In Busan, 12 activists were arrested by police as they attempted to storm into Camp Hialia. Local police and the US military went on alert and placed fire fighting equipment at the ready in case of petrol bombs. 

Uijongbu police in Gyeonggi Province placed some 360 riot policemen from three companies working 24 hours on alert at some 10 US bases, including Camp Red Cloud and Camp Casey in Dongduchon. 

The 2nd Infantry Division locked down its bases banning soldiers from going out from Tuesday at midnight. 


     (from leaflets dropped at the first fire bombing)
 

"We're claiming that war between Korean people and USFK has begun," the leaflet stated in Korean. 

"The choice is either you leave or we die!"

"This country may have been heaven - but from now on, this will be one of the most threatening countries you have ever experienced."


      (Another article from the period)
 

Firebombs were again thrown at a U.S. military base, this one in Chunchon yesterday, and protests continued near the U.S. Embassy and military facilities, despite an apology from President George. W. Bush for the accidental killing of two South Korean teenagers by an armored military vehicle during a training mission in June.

 The City Council of Uijongbu, Kyonggi Province, where a number of U.S. military facilities are based, declared yesterday that the military court's ruling was unfair, and vowed to struggle to establish an equal South Korea-U.S. relationship and to have domestic courts handle criminal cases involving U.S. servicemen here.

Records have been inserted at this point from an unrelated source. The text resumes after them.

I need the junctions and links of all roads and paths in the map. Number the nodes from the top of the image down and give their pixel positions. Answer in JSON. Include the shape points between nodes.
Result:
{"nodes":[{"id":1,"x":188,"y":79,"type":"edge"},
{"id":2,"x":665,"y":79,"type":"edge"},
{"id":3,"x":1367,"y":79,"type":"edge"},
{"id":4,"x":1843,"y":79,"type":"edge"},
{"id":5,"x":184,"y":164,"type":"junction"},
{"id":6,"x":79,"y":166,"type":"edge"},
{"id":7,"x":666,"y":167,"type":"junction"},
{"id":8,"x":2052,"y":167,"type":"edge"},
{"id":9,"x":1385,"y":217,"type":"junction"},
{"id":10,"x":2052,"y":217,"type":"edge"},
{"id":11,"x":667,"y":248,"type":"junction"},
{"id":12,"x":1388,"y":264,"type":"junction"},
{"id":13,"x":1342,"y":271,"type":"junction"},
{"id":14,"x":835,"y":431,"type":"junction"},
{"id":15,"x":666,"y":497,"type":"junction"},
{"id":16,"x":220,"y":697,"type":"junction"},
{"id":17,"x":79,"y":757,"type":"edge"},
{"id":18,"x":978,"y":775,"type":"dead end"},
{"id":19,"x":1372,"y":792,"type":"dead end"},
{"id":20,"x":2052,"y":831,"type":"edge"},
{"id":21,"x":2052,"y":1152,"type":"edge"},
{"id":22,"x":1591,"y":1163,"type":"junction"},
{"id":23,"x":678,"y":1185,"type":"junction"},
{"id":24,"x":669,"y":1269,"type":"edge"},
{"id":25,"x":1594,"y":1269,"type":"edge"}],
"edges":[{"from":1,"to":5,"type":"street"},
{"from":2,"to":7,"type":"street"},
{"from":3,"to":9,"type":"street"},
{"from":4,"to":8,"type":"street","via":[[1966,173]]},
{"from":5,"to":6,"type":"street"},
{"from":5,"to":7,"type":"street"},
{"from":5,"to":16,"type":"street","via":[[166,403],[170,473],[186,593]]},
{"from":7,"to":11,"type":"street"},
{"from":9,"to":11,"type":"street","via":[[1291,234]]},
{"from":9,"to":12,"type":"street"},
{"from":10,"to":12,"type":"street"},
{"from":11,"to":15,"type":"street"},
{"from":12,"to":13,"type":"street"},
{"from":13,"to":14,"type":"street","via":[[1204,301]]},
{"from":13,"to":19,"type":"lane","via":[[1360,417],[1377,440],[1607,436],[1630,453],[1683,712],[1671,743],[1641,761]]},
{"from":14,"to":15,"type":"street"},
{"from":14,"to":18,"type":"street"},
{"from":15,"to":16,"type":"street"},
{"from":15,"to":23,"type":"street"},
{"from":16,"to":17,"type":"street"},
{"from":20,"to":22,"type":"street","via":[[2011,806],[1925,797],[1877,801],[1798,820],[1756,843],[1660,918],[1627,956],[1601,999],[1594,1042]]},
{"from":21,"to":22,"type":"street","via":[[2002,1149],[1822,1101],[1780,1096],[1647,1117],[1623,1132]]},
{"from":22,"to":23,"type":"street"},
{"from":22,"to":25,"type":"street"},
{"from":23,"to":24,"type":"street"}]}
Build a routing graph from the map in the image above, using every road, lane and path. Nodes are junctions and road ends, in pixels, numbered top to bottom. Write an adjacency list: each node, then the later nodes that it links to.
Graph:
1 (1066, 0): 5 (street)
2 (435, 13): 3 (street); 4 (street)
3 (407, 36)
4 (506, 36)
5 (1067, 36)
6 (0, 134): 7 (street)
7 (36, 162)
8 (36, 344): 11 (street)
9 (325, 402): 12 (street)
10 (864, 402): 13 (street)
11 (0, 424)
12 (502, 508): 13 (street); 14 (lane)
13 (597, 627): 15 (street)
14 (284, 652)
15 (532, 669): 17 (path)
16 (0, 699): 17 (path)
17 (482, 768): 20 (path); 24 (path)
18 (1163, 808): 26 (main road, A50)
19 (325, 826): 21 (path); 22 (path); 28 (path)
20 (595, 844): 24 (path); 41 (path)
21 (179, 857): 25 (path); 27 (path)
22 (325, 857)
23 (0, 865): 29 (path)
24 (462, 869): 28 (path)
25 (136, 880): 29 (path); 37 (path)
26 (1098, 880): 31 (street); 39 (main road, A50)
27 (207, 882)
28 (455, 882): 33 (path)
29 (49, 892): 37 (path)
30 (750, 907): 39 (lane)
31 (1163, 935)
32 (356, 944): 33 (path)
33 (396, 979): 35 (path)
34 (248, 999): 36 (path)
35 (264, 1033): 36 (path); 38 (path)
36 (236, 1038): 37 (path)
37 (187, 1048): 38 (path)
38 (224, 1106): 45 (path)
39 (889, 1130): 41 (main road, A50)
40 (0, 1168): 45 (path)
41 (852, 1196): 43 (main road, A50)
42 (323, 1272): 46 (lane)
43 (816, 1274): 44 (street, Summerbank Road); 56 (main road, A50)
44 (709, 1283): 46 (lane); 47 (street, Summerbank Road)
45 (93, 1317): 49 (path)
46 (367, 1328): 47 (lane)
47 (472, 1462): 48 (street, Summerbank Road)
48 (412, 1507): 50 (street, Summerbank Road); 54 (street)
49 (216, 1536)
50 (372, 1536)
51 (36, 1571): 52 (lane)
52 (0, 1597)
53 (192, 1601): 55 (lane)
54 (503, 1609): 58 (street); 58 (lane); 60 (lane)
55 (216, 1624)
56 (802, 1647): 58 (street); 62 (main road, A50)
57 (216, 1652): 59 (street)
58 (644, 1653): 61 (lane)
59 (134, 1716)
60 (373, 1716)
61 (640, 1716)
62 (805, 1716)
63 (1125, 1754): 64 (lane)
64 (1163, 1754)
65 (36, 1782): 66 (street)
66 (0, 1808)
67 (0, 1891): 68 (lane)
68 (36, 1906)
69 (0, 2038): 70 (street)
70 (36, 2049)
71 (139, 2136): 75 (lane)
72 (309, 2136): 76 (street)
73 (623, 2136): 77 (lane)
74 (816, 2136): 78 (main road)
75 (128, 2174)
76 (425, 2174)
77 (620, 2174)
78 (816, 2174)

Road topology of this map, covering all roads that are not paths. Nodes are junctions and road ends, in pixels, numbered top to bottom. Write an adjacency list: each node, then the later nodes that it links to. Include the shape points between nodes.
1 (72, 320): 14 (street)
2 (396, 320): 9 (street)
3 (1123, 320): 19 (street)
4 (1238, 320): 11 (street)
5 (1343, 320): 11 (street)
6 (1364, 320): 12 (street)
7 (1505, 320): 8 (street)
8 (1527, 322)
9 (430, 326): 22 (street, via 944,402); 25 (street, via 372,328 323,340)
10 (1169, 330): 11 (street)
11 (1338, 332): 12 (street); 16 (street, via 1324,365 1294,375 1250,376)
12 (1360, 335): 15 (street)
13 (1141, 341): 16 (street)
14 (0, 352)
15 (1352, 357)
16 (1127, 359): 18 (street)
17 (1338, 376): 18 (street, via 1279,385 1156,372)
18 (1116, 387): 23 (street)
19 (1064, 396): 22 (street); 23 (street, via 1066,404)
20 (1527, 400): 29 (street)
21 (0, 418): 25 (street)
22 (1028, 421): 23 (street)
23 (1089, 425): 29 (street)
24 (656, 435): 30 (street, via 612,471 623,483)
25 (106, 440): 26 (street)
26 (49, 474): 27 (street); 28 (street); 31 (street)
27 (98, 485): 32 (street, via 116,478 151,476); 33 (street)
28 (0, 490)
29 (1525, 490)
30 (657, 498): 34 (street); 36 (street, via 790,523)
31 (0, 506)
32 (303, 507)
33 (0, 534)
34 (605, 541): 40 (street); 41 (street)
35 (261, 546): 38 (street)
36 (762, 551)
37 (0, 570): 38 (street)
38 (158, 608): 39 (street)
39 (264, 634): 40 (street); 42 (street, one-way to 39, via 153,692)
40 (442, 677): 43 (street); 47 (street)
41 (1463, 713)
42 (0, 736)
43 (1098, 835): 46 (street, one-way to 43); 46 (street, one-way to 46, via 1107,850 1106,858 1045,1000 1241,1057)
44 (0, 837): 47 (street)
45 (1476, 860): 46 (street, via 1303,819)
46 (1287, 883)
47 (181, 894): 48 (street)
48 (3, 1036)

Although Kim Dae Jung criticized the protesters, other elements of the government were giving a different message.

        (From the Korea Herald)
 

The (GNP) denounced one of President Kim Dae-jung's senior secretaries, who reportedly said Korean protests against the verdict are led by a few anti-American extremists. His remark was quoted in a New York Times report Monday.

The National Police Agency said Friday that a riot police unit dispatched to the USFK's Camp Casey on November 21 was being questioned following complaints from a dozen members of an anti US civic group who were injured when they collided with the police. 

An NPA official said that some policemen admitted to have brandished clubs and shields too hard, and some commanding officers could be reprimanded. 


Visit the video page of this newsletter to see some of the protests in this period.  I have a long video of the protest in question.  It was the one where some 9 US soldiers inside the base were injured by thrown pieces of concrete.  A hole was cut in the fence of the base and "scuffling" with USFK riot police.  In Korea, semi-violent protests are the norm for  all protest causes from labor disputes to anti-Americanism.  And when Koreans get "really mad" the violence (and acceptance of it) increases.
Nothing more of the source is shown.